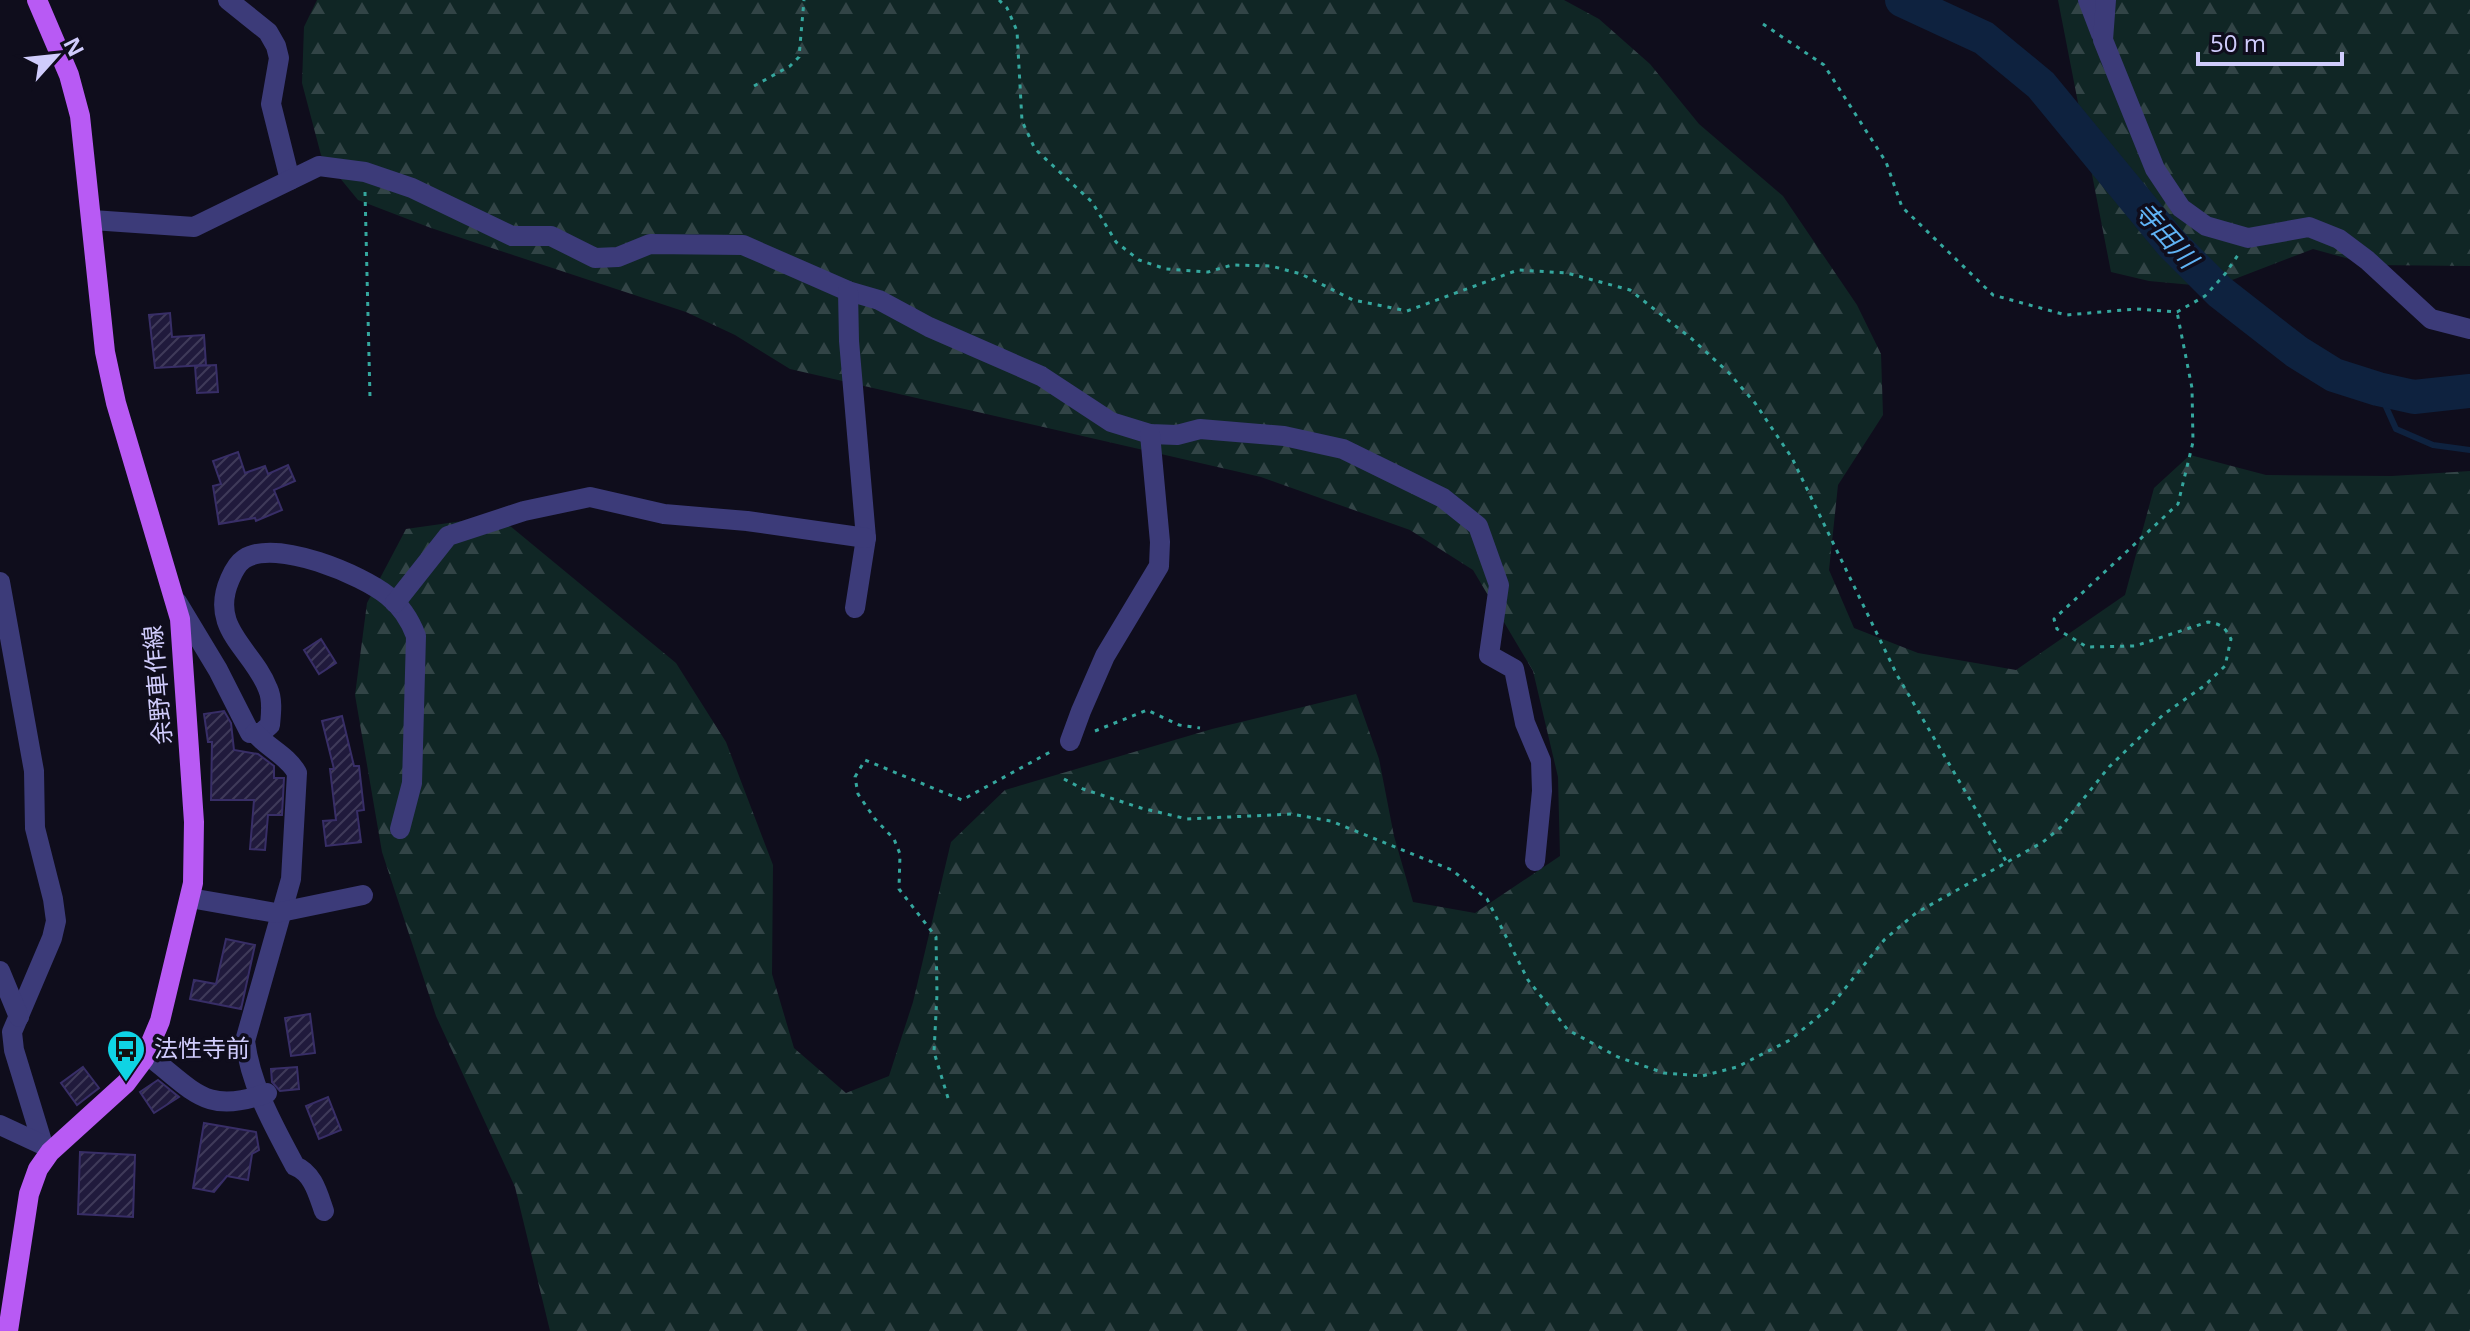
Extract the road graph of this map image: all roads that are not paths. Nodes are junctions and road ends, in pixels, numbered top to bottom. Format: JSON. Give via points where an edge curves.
{"nodes":[{"id":1,"x":37,"y":0,"type":"edge"},
{"id":2,"x":228,"y":0,"type":"edge"},
{"id":3,"x":2088,"y":0,"type":"edge"},
{"id":4,"x":2106,"y":0,"type":"edge"},
{"id":5,"x":2103,"y":40,"type":"junction"},
{"id":6,"x":290,"y":180,"type":"junction"},
{"id":7,"x":92,"y":220,"type":"junction"},
{"id":8,"x":848,"y":291,"type":"junction"},
{"id":9,"x":2470,"y":329,"type":"edge"},
{"id":10,"x":1150,"y":434,"type":"junction"},
{"id":11,"x":866,"y":538,"type":"junction"},
{"id":12,"x":0,"y":582,"type":"edge"},
{"id":13,"x":175,"y":599,"type":"junction"},
{"id":14,"x":395,"y":603,"type":"junction"},
{"id":15,"x":855,"y":608,"type":"dead end"},
{"id":16,"x":255,"y":733,"type":"junction"},
{"id":17,"x":1070,"y":741,"type":"road end"},
{"id":18,"x":400,"y":829,"type":"dead end"},
{"id":19,"x":1535,"y":861,"type":"dead end"},
{"id":20,"x":363,"y":895,"type":"dead end"},
{"id":21,"x":190,"y":898,"type":"junction"},
{"id":22,"x":282,"y":912,"type":"junction"},
{"id":23,"x":0,"y":971,"type":"edge"},
{"id":24,"x":19,"y":1017,"type":"junction"},
{"id":25,"x":146,"y":1054,"type":"junction"},
{"id":26,"x":263,"y":1094,"type":"junction"},
{"id":27,"x":0,"y":1125,"type":"edge"},
{"id":28,"x":47,"y":1148,"type":"junction"},
{"id":29,"x":324,"y":1211,"type":"dead end"},
{"id":30,"x":8,"y":1331,"type":"edge"}],
"edges":[{"from":1,"to":7,"type":"main road","name":"余野車作線","via":[[80,116]]},
{"from":2,"to":6,"type":"street","via":[[268,32],[276,46],[279,58],[271,104]]},
{"from":3,"to":5,"type":"street"},
{"from":4,"to":5,"type":"street"},
{"from":5,"to":9,"type":"street","via":[[2155,169],[2181,208],[2206,226],[2248,238],[2309,227],[2339,239],[2431,319]]},
{"from":6,"to":7,"type":"street","via":[[194,227]]},
{"from":6,"to":8,"type":"street","via":[[319,166],[365,172],[412,188],[512,236],[551,236],[595,258],[618,257],[650,244],[743,245]]},
{"from":7,"to":13,"type":"main road","name":"余野車作線","via":[[105,352],[116,403]]},
{"from":8,"to":10,"type":"street","via":[[879,300],[1041,376],[1111,422]]},
{"from":8,"to":11,"type":"street"},
{"from":10,"to":17,"type":"street","via":[[1159,566],[1105,656]]},
{"from":10,"to":19,"type":"street","via":[[1200,429],[1284,436],[1343,449],[1443,498],[1478,526],[1499,585],[1489,655],[1514,669],[1525,723],[1541,761]]},
{"from":11,"to":14,"type":"street","via":[[664,514],[590,497],[448,536]]},
{"from":11,"to":15,"type":"street"},
{"from":12,"to":24,"type":"street","via":[[34,771],[35,828],[56,921]]},
{"from":13,"to":16,"type":"street","via":[[250,733]]},
{"from":13,"to":21,"type":"main road","name":"余野車作線","via":[[194,822]]},
{"from":14,"to":16,"type":"street","via":[[362,579],[301,557],[270,553],[241,561],[229,581],[224,612],[232,636],[270,692],[270,725]]},
{"from":14,"to":18,"type":"street","via":[[416,636],[412,783]]},
{"from":16,"to":22,"type":"street","via":[[297,773],[291,879]]},
{"from":20,"to":22,"type":"street"},
{"from":21,"to":22,"type":"street"},
{"from":21,"to":25,"type":"main road","name":"余野車作線","via":[[160,1021]]},
{"from":22,"to":26,"type":"street","via":[[245,1041]]},
{"from":23,"to":24,"type":"street"},
{"from":24,"to":28,"type":"street","via":[[12,1032],[14,1050]]},
{"from":25,"to":26,"type":"street","via":[[209,1101],[238,1103]]},
{"from":25,"to":28,"type":"main road","name":"余野車作線","via":[[126,1083]]},
{"from":26,"to":29,"type":"street","via":[[295,1166],[316,1187]]},
{"from":27,"to":28,"type":"street"},
{"from":28,"to":30,"type":"main road","name":"余野車作線","via":[[29,1194]]}]}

---

• _EXERCISE DESCRIPTION_: Copy out the entries exactly. No pictures.

• _REPLY TO THE TASK_:
Extract the road graph of this map image: all roads that are not paths. Nodes are junctions and road ends, in pixels, numbered top to bottom. Format: JSON. Give via points where an edge curves.
{"nodes":[{"id":1,"x":37,"y":0,"type":"edge"},
{"id":2,"x":228,"y":0,"type":"edge"},
{"id":3,"x":2088,"y":0,"type":"edge"},
{"id":4,"x":2106,"y":0,"type":"edge"},
{"id":5,"x":2103,"y":40,"type":"junction"},
{"id":6,"x":290,"y":180,"type":"junction"},
{"id":7,"x":92,"y":220,"type":"junction"},
{"id":8,"x":848,"y":291,"type":"junction"},
{"id":9,"x":2470,"y":329,"type":"edge"},
{"id":10,"x":1150,"y":434,"type":"junction"},
{"id":11,"x":866,"y":538,"type":"junction"},
{"id":12,"x":0,"y":582,"type":"edge"},
{"id":13,"x":175,"y":599,"type":"junction"},
{"id":14,"x":395,"y":603,"type":"junction"},
{"id":15,"x":855,"y":608,"type":"dead end"},
{"id":16,"x":255,"y":733,"type":"junction"},
{"id":17,"x":1070,"y":741,"type":"road end"},
{"id":18,"x":400,"y":829,"type":"dead end"},
{"id":19,"x":1535,"y":861,"type":"dead end"},
{"id":20,"x":363,"y":895,"type":"dead end"},
{"id":21,"x":190,"y":898,"type":"junction"},
{"id":22,"x":282,"y":912,"type":"junction"},
{"id":23,"x":0,"y":971,"type":"edge"},
{"id":24,"x":19,"y":1017,"type":"junction"},
{"id":25,"x":146,"y":1054,"type":"junction"},
{"id":26,"x":263,"y":1094,"type":"junction"},
{"id":27,"x":0,"y":1125,"type":"edge"},
{"id":28,"x":47,"y":1148,"type":"junction"},
{"id":29,"x":324,"y":1211,"type":"dead end"},
{"id":30,"x":8,"y":1331,"type":"edge"}],
"edges":[{"from":1,"to":7,"type":"main road","name":"余野車作線","via":[[80,116]]},
{"from":2,"to":6,"type":"street","via":[[268,32],[276,46],[279,58],[271,104]]},
{"from":3,"to":5,"type":"street"},
{"from":4,"to":5,"type":"street"},
{"from":5,"to":9,"type":"street","via":[[2155,169],[2181,208],[2206,226],[2248,238],[2309,227],[2339,239],[2431,319]]},
{"from":6,"to":7,"type":"street","via":[[194,227]]},
{"from":6,"to":8,"type":"street","via":[[319,166],[365,172],[412,188],[512,236],[551,236],[595,258],[618,257],[650,244],[743,245]]},
{"from":7,"to":13,"type":"main road","name":"余野車作線","via":[[105,352],[116,403]]},
{"from":8,"to":10,"type":"street","via":[[879,300],[1041,376],[1111,422]]},
{"from":8,"to":11,"type":"street"},
{"from":10,"to":17,"type":"street","via":[[1159,566],[1105,656]]},
{"from":10,"to":19,"type":"street","via":[[1200,429],[1284,436],[1343,449],[1443,498],[1478,526],[1499,585],[1489,655],[1514,669],[1525,723],[1541,761]]},
{"from":11,"to":14,"type":"street","via":[[664,514],[590,497],[448,536]]},
{"from":11,"to":15,"type":"street"},
{"from":12,"to":24,"type":"street","via":[[34,771],[35,828],[56,921]]},
{"from":13,"to":16,"type":"street","via":[[250,733]]},
{"from":13,"to":21,"type":"main road","name":"余野車作線","via":[[194,822]]},
{"from":14,"to":16,"type":"street","via":[[362,579],[301,557],[270,553],[241,561],[229,581],[224,612],[232,636],[270,692],[270,725]]},
{"from":14,"to":18,"type":"street","via":[[416,636],[412,783]]},
{"from":16,"to":22,"type":"street","via":[[297,773],[291,879]]},
{"from":20,"to":22,"type":"street"},
{"from":21,"to":22,"type":"street"},
{"from":21,"to":25,"type":"main road","name":"余野車作線","via":[[160,1021]]},
{"from":22,"to":26,"type":"street","via":[[245,1041]]},
{"from":23,"to":24,"type":"street"},
{"from":24,"to":28,"type":"street","via":[[12,1032],[14,1050]]},
{"from":25,"to":26,"type":"street","via":[[209,1101],[238,1103]]},
{"from":25,"to":28,"type":"main road","name":"余野車作線","via":[[126,1083]]},
{"from":26,"to":29,"type":"street","via":[[295,1166],[316,1187]]},
{"from":27,"to":28,"type":"street"},
{"from":28,"to":30,"type":"main road","name":"余野車作線","via":[[29,1194]]}]}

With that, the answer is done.